- Anthony E
Which is Better a Private Lender or a Bank?
Updated: Feb 2
Understand What Private Lending is and How it can Benefit Your Business
What Is a Private Lender?
We’ll start with the most obvious question: What’s a private lender? It’s a pretty broad term that applies to a wide range of funding providers on the market. Technically, any non-institutional lender (i.e. not a bank or credit union) can be considered a private lender. In addition to financial organizations, private lenders can also be:
P2P lending networks
Private lenders are responsible for loaning money to businesses and individuals. The main thing that separates them from the rest is the fact that they’re not affiliated with a bank or credit union. They could be an entire organization of lenders or a single person. Some examples of private lenders are Trust Capital Funding, Bluevine, and LightStream. Private lender loans are available for almost anything but personal loans and real estate loans are the most common.
What Does a Private Lender Mean?
Essentially, the term private lender means that a non-institutional lender is loaning you money. They’re not tied to any major bank or corporation and they do intend on profiting from your loan. The way they do that is by charging interest on the loan. Private individual lenders are generally more willing to work with people with a lower credit score or more difficult lending situation. They do this in exchange for a higher interest rate and they have a higher rate of acceptance on the loan as well.
The Great Recession changed a great deal about the American financial landscape, including ushering in new lending rules and regulations to stave off another subprime mortgage meltdown.
The knock-on effect here, though, was that it ultimately put millions of Americans out of the running for home loans they would have previously qualified for, at least with big banks and credit unions. Private lenders, because they are non-institutional lenders and therefore not bound by the same rules and limitations as big banks, make things easier. Private lender loans often include easier qualification requirements, ensuring that even would-be borrowers with low or no credit can access financial tools suited to their plans and goals.
A Wider Range of Products
Banks and credit unions offer a very limited range of loan products. They must limit their risk exposure and only cater to the very middle of mainstream America. The problem here is that there is no “mainstream” any longer.
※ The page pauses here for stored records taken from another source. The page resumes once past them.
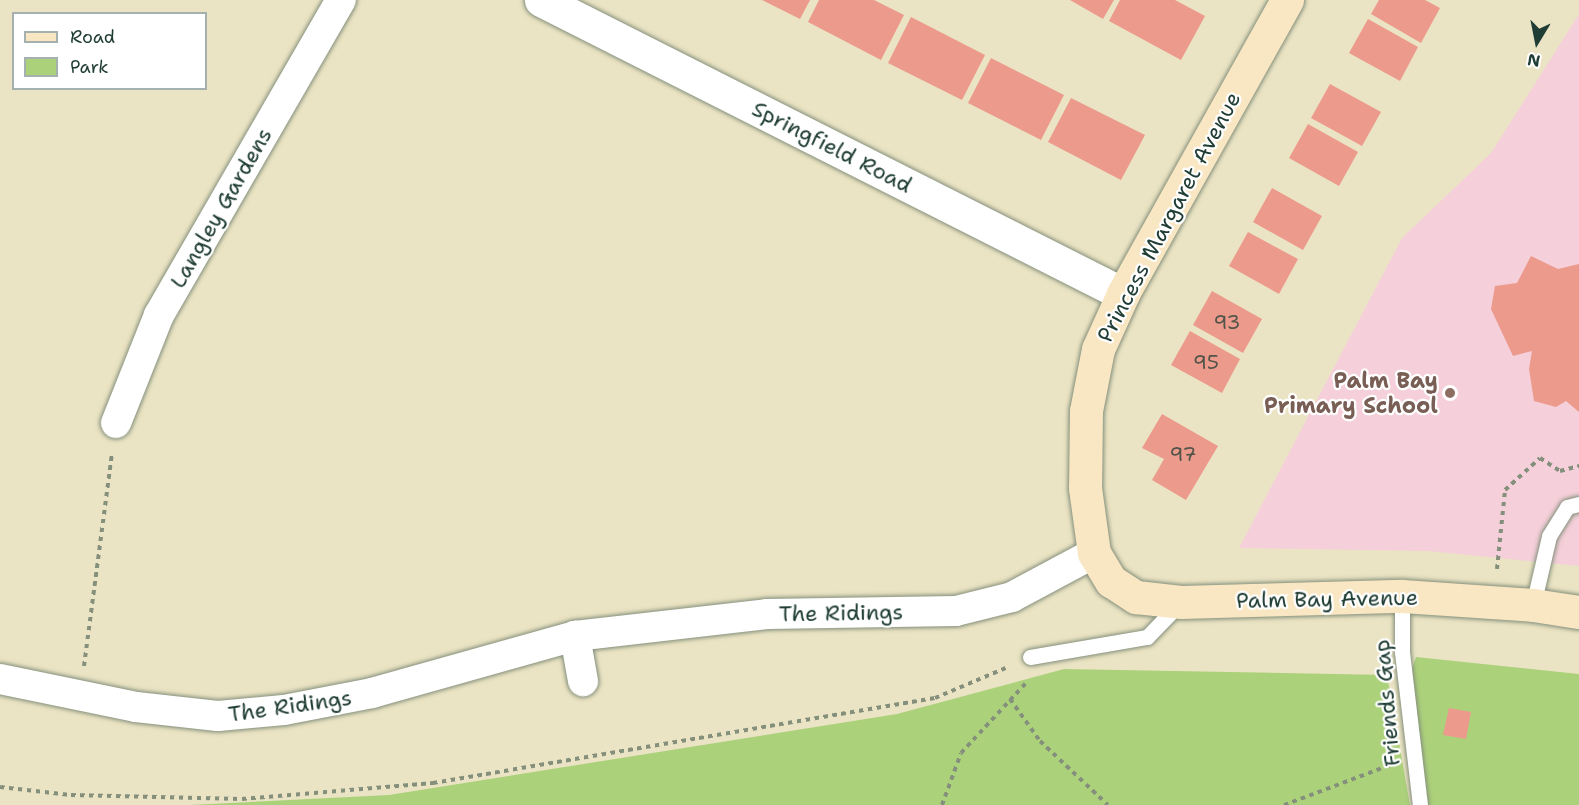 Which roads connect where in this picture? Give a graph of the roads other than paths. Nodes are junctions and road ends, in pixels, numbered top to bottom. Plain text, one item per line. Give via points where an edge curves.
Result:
1 (341, 0) edge
2 (541, 0) edge
3 (1287, 0) edge
4 (1124, 294) junction
5 (116, 423) road end
6 (1579, 504) edge
7 (1094, 553) junction
8 (1402, 597) junction
9 (1181, 602) junction
10 (1533, 605) junction
11 (1579, 612) edge
12 (575, 636) junction
13 (1030, 657) road end
14 (0, 679) edge
15 (583, 681) dead end
16 (1420, 805) edge

1 - 5 street, Langley Gardens via 159,315
2 - 4 street, Springfield Road
3 - 4 main road, Princess Margaret Avenue
4 - 7 main road, Princess Margaret Avenue via 1098,349 1086,411 1085,488
6 - 10 lane via 1568,507 1549,536
7 - 9 main road, Palm Bay Avenue via 1111,581 1136,597
7 - 12 street, The Ridings via 1012,597 956,611 767,614
8 - 9 main road, Palm Bay Avenue
8 - 10 main road, Palm Bay Avenue
8 - 16 lane, Friends Gap via 1402,652
9 - 13 lane via 1147,637
10 - 11 main road, Palm Bay Avenue
12 - 14 street, The Ridings via 372,693 284,710 218,716 80,696
12 - 15 street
More and more, borrowers have unique needs and requirements that are not met by big banks and other institutional lenders. Private lenders can offer a much broader range of financial products, including various home mortgage packages, a combination of interest rate and APR options, business financing solutions, and a great deal more. This includes things like bridge loans, which make it possible for homeowners to buy a second home while still waiting on their old home to sell, and hard money loans.
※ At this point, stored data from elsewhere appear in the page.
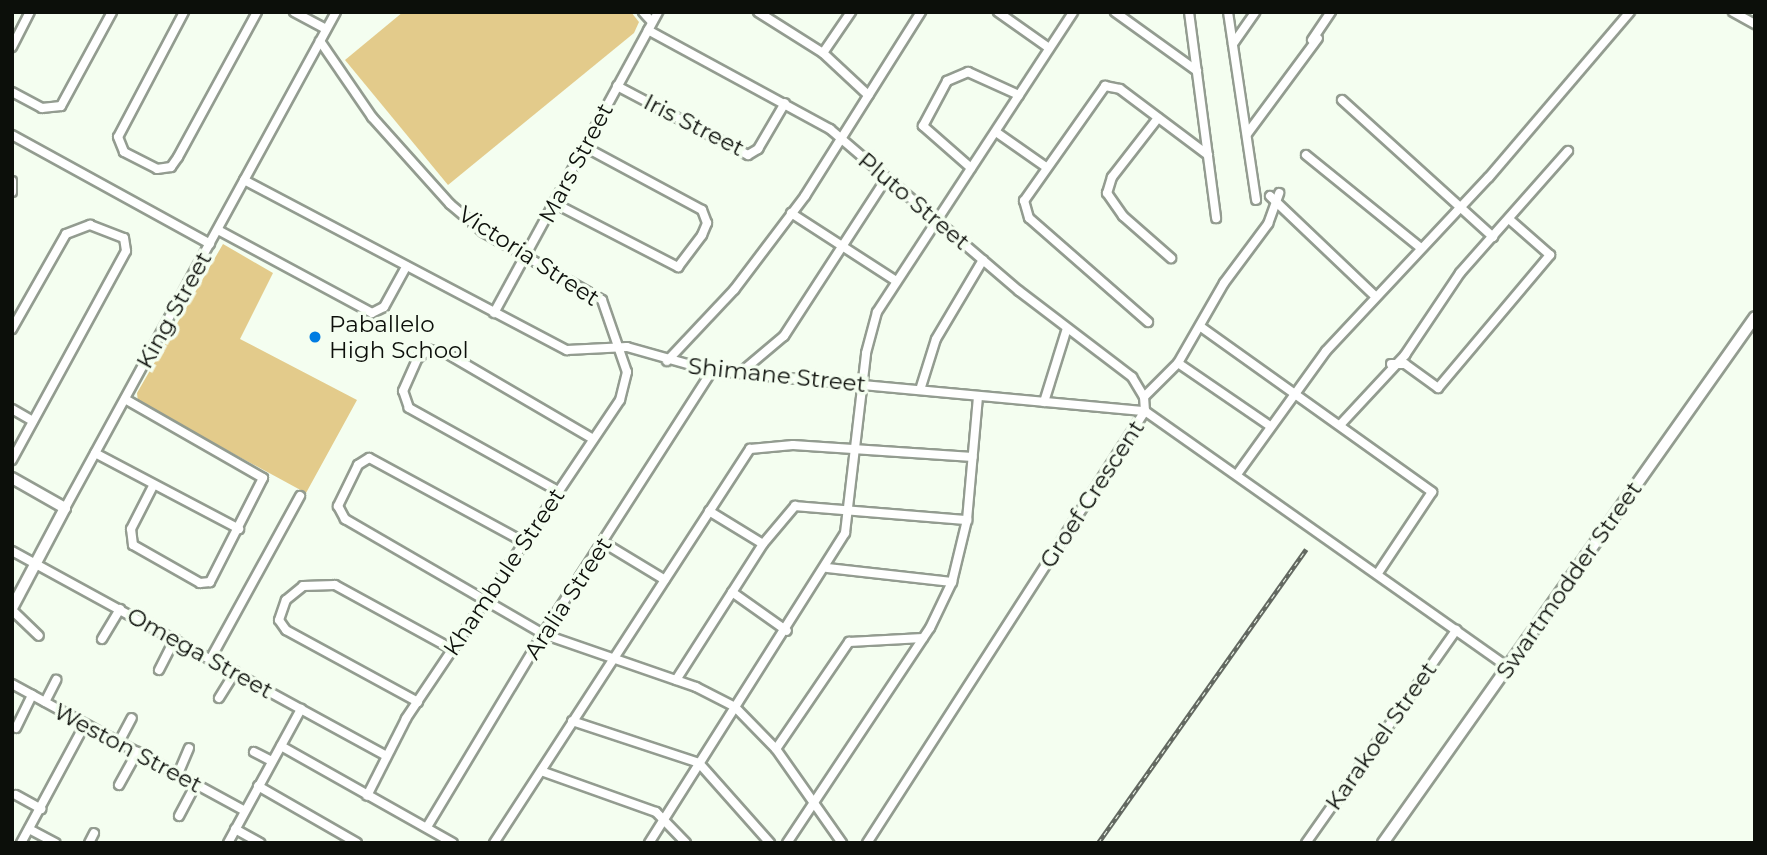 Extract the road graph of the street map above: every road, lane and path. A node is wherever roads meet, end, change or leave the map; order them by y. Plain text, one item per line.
1 (30, 12) edge
2 (112, 12) edge
3 (184, 12) edge
4 (257, 12) edge
5 (294, 12) edge
6 (335, 12) edge
7 (643, 12) edge
8 (658, 12) edge
9 (758, 12) edge
10 (851, 12) edge
11 (921, 12) edge
12 (999, 12) edge
13 (1073, 12) edge
14 (1115, 12) edge
15 (1189, 12) edge
16 (1228, 12) edge
17 (1255, 12) edge
18 (1331, 12) edge
19 (1630, 12) edge
20 (1733, 12) edge
21 (1755, 24) edge
22 (650, 26) junction
23 (326, 29) junction
24 (1318, 38) dead end
25 (320, 41) junction
26 (1233, 44) junction
27 (12, 47) edge
28 (1049, 48) junction
29 (824, 53) junction
30 (1197, 71) junction
31 (617, 86) junction
32 (12, 92) edge
33 (868, 95) junction
34 (1019, 95) junction
35 (1342, 100) dead end
36 (785, 103) junction
37 (1158, 118) junction
38 (996, 132) junction
39 (12, 135) edge
40 (1249, 137) junction
41 (840, 139) junction
42 (585, 147) junction
43 (1568, 151) dead end
44 (1208, 155) junction
45 (1306, 155) dead end
46 (1046, 167) junction
47 (971, 169) junction
48 (886, 179) junction
49 (244, 180) junction
50 (12, 181) edge
51 (12, 192) edge
52 (1267, 197) junction
53 (554, 203) junction
54 (1460, 206) junction
55 (791, 213) junction
56 (1216, 218) dead end
57 (1509, 219) junction
58 (936, 222) junction
59 (218, 230) junction
60 (1493, 236) junction
61 (843, 243) junction
62 (210, 244) junction
63 (1421, 248) junction
64 (526, 257) junction
65 (1171, 258) dead end
66 (984, 260) junction
67 (406, 267) junction
68 (896, 281) junction
69 (1375, 296) junction
70 (494, 313) junction
71 (1755, 317) edge
72 (1148, 322) dead end
73 (1201, 327) junction
74 (1067, 328) junction
75 (12, 329) edge
76 (621, 347) junction
77 (643, 353) junction
78 (667, 361) junction
79 (1178, 363) junction
80 (626, 364) junction
81 (1391, 364) junction
82 (712, 371) junction
83 (740, 373) junction
84 (862, 384) junction
85 (920, 390) junction
86 (1294, 391) junction
87 (978, 396) junction
88 (1144, 397) junction
89 (125, 399) junction
90 (1044, 401) junction
91 (12, 409) edge
92 (1145, 411) junction
93 (33, 421) junction
94 (1340, 425) junction
95 (1270, 426) junction
96 (593, 439) junction
97 (856, 449) junction
98 (95, 453) junction
99 (973, 457) junction
100 (12, 460) edge
101 (1238, 473) junction
102 (12, 478) edge
103 (153, 486) junction
104 (558, 491) junction
105 (300, 496) dead end
106 (65, 508) junction
107 (852, 510) junction
108 (709, 512) junction
109 (967, 520) junction
110 (239, 530) junction
111 (524, 542) junction
112 (604, 543) junction
113 (763, 544) junction
114 (12, 551) edge
115 (36, 564) junction
116 (827, 568) junction
117 (1378, 573) junction
118 (665, 580) junction
119 (952, 582) junction
120 (732, 593) junction
121 (486, 598) junction
122 (12, 609) edge
123 (120, 609) junction
124 (1456, 630) junction
125 (787, 631) junction
126 (543, 635) junction
127 (39, 636) dead end
128 (923, 638) junction
129 (102, 639) dead end
130 (175, 639) junction
131 (452, 649) junction
132 (211, 658) junction
133 (613, 659) junction
134 (1507, 666) junction
135 (159, 670) dead end
136 (235, 672) junction
137 (56, 680) dead end
138 (676, 680) junction
139 (12, 684) edge
140 (32, 695) junction
141 (219, 698) dead end
142 (45, 702) junction
143 (418, 702) junction
144 (735, 707) junction
145 (301, 709) junction
146 (132, 718) dead end
147 (572, 722) junction
148 (85, 724) junction
149 (16, 728) dead end
150 (119, 742) junction
151 (281, 746) junction
152 (189, 748) dead end
153 (776, 749) junction
154 (137, 752) junction
155 (254, 752) dead end
156 (386, 756) junction
157 (272, 761) junction
158 (699, 763) junction
159 (541, 771) junction
160 (178, 774) junction
161 (196, 784) junction
162 (119, 785) dead end
163 (258, 786) junction
164 (16, 795) dead end
165 (367, 796) junction
166 (814, 804) junction
167 (41, 809) junction
168 (245, 811) junction
169 (179, 816) dead end
170 (665, 817) junction
171 (427, 827) junction
172 (29, 829) junction
173 (236, 829) junction
174 (94, 833) dead end
175 (343, 839) edge
176 (21, 843) edge
177 (55, 843) edge
178 (89, 843) edge
179 (228, 843) edge
180 (260, 843) edge
181 (358, 843) edge
182 (453, 843) edge
183 (494, 843) edge
184 (649, 843) edge
185 (686, 843) edge
186 (770, 843) edge
187 (787, 843) edge
188 (842, 843) edge
189 (867, 843) edge
190 (1306, 843) edge
191 (1383, 843) edge

1 - 27 street
2 - 32 street
3 - 4 street
5 - 23 street
6 - 23 street, King Street
7 - 22 street, Pluto Street
8 - 22 street, Mars Street
9 - 29 street
10 - 29 street
11 - 33 street
12 - 28 street
13 - 28 street
14 - 30 street
15 - 30 street
16 - 26 street
17 - 26 street
18 - 40 street
19 - 54 street
20 - 21 street
22 - 31 street, Mars Street
22 - 36 street, Pluto Street
23 - 25 street, King Street
24 - 52 street
25 - 49 street, King Street
25 - 64 street, Victoria Street
26 - 40 street
28 - 34 street
29 - 33 street
30 - 44 street
31 - 36 street, Iris Street
31 - 42 street, Mars Street
33 - 41 street
34 - 38 street
34 - 47 street
35 - 54 street
36 - 41 street, Pluto Street
37 - 44 street
37 - 46 street
37 - 65 street
38 - 46 street
38 - 47 street
39 - 62 street
40 - 52 street
41 - 48 street, Pluto Street
41 - 55 street
42 - 53 street, Mars Street
42 - 53 street
43 - 57 street
44 - 56 street
45 - 63 street
46 - 72 street
47 - 58 street
48 - 58 street, Pluto Street
48 - 61 street
49 - 59 street, King Street
49 - 67 street, Shimane Street
50 - 51 street
52 - 69 street
52 - 73 street
53 - 64 street, Mars Street
54 - 60 street
54 - 63 street
55 - 61 street
55 - 78 street
57 - 60 street
57 - 81 street
58 - 66 street, Pluto Street
58 - 68 street
59 - 62 street, King Street
59 - 67 street
60 - 81 street
61 - 68 street
61 - 83 street
62 - 89 street, King Street
63 - 69 street
64 - 70 street, Mars Street
64 - 76 street, Victoria Street
66 - 74 street, Pluto Street
66 - 85 street
67 - 70 street, Shimane Street
68 - 84 street
69 - 86 street
70 - 76 street, Shimane Street
71 - 134 main road, Swartmodder Street
73 - 79 street
73 - 86 street
74 - 88 street, Pluto Street
74 - 90 street
75 - 93 street
76 - 77 street, Shimane Street
76 - 80 street, Khambule Street
77 - 78 street, Shimane Street
77 - 80 street
78 - 82 street, Shimane Street
79 - 88 street
79 - 95 street
80 - 96 street, Khambule Street
81 - 94 street
82 - 83 street, Shimane Street
82 - 112 street, Aralia Street
83 - 84 street, Shimane Street
84 - 85 street, Shimane Street
84 - 97 street
85 - 87 street, Shimane Street
86 - 94 street
86 - 95 street
87 - 90 street, Shimane Street
87 - 99 street
88 - 92 street
89 - 98 street, King Street
89 - 110 street
90 - 92 street, Shimane Street
91 - 93 street
92 - 101 street, Groef Crescent
92 - 189 street, Groef Crescent
93 - 100 street
94 - 117 street
95 - 101 street
96 - 104 street, Khambule Street
96 - 104 street
97 - 99 street
97 - 107 street
97 - 108 street
98 - 103 street
98 - 106 street, King Street
99 - 109 street
101 - 117 street, Groef Crescent
102 - 106 street
103 - 110 street
103 - 110 street
104 - 111 street, Khambule Street
105 - 132 street
106 - 115 street, King Street
107 - 109 street
107 - 113 street
107 - 116 street
108 - 113 street
108 - 118 street
109 - 119 street
111 - 121 street, Khambule Street
111 - 121 street
112 - 118 street
112 - 126 street, Aralia Street
113 - 120 street
114 - 115 street, Omega Street
115 - 122 street, King Street
115 - 123 street, Omega Street
116 - 119 street
116 - 125 street
117 - 124 street, Groef Crescent
118 - 133 street
119 - 128 street
120 - 125 street
120 - 138 street
121 - 126 street
121 - 131 street, Khambule Street
122 - 127 street
123 - 129 street
123 - 130 street, Omega Street
124 - 134 street, Groef Crescent
124 - 190 street, Karakoel Street
125 - 144 street
126 - 133 street
126 - 171 street, Aralia Street
128 - 153 street
128 - 166 street
130 - 132 street, Omega Street
130 - 135 street
131 - 143 street, Khambule Street
131 - 143 street
132 - 136 street, Omega Street
133 - 138 street
133 - 147 street
134 - 191 main road, Swartmodder Street
136 - 141 street
136 - 145 street, Omega Street
137 - 142 street
138 - 144 street
139 - 140 street, Weston Street
140 - 142 street, Weston Street
140 - 149 street
142 - 148 street, Weston Street
143 - 156 street, Khambule Street
144 - 153 street
144 - 158 street
145 - 151 street
145 - 156 street, Omega Street
146 - 150 street
147 - 158 street
147 - 159 street
148 - 150 street, Weston Street
148 - 167 street
150 - 154 street, Weston Street
151 - 157 street
151 - 165 street
152 - 160 street
153 - 166 street
154 - 160 street, Weston Street
154 - 162 street
155 - 157 street
156 - 165 street, Khambule Street
157 - 163 street
158 - 170 street
158 - 186 street
159 - 170 street
159 - 183 street
160 - 161 street, Weston Street
161 - 168 street, Weston Street
161 - 169 street
163 - 168 street
163 - 175 street
164 - 167 street
165 - 171 street
166 - 187 street
166 - 188 street
167 - 172 street
168 - 173 street
170 - 184 street
170 - 185 street
171 - 182 street
172 - 176 street
172 - 177 street
173 - 179 street
173 - 180 street
174 - 178 street
175 - 181 street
Real estate investors also find that private lenders for mortgages offer them access to the liquid capital they need when banks and other lenders would balk at the prospect. For instance, house flippers and renovators often work with private lenders. They are more comfortable with a nontraditional loan format than what a bank would accommodate.
Think about it this way: Would a bank agree to provide a home mortgage, one that would typically come with a 30-year term and require a very high credit score and a significant down payment, to a renovation professional with little money down and no intention of living in the home? In most cases, the answer would be no. However, that doesn’t alleviate the need for that renovation pro to get access to capital to fund the repairs and upgrades necessary to fix the home and put it back on the market. Non-institutional lenders can offer a viable solution here.
Many private lenders are not single organizations or individuals, but groups of people looking for a return on a modest investment.
By pooling their funds together, they can help fund projects as wide-ranging as home flipping and multi-family housing construction, and then reap financial rewards when those projects are completed. For individual lenders and institutional lenders, the risks in these situations are simply too high.
Conventional lenders, despite what common sense might dictate, are risk-averse. Anything that lies outside their comfort zone (which means it might impinge on their return) is simply too risky. So, they stick to conventional lending with well-defined parameters, even though those products increasingly don’t fit the needs of borrowers.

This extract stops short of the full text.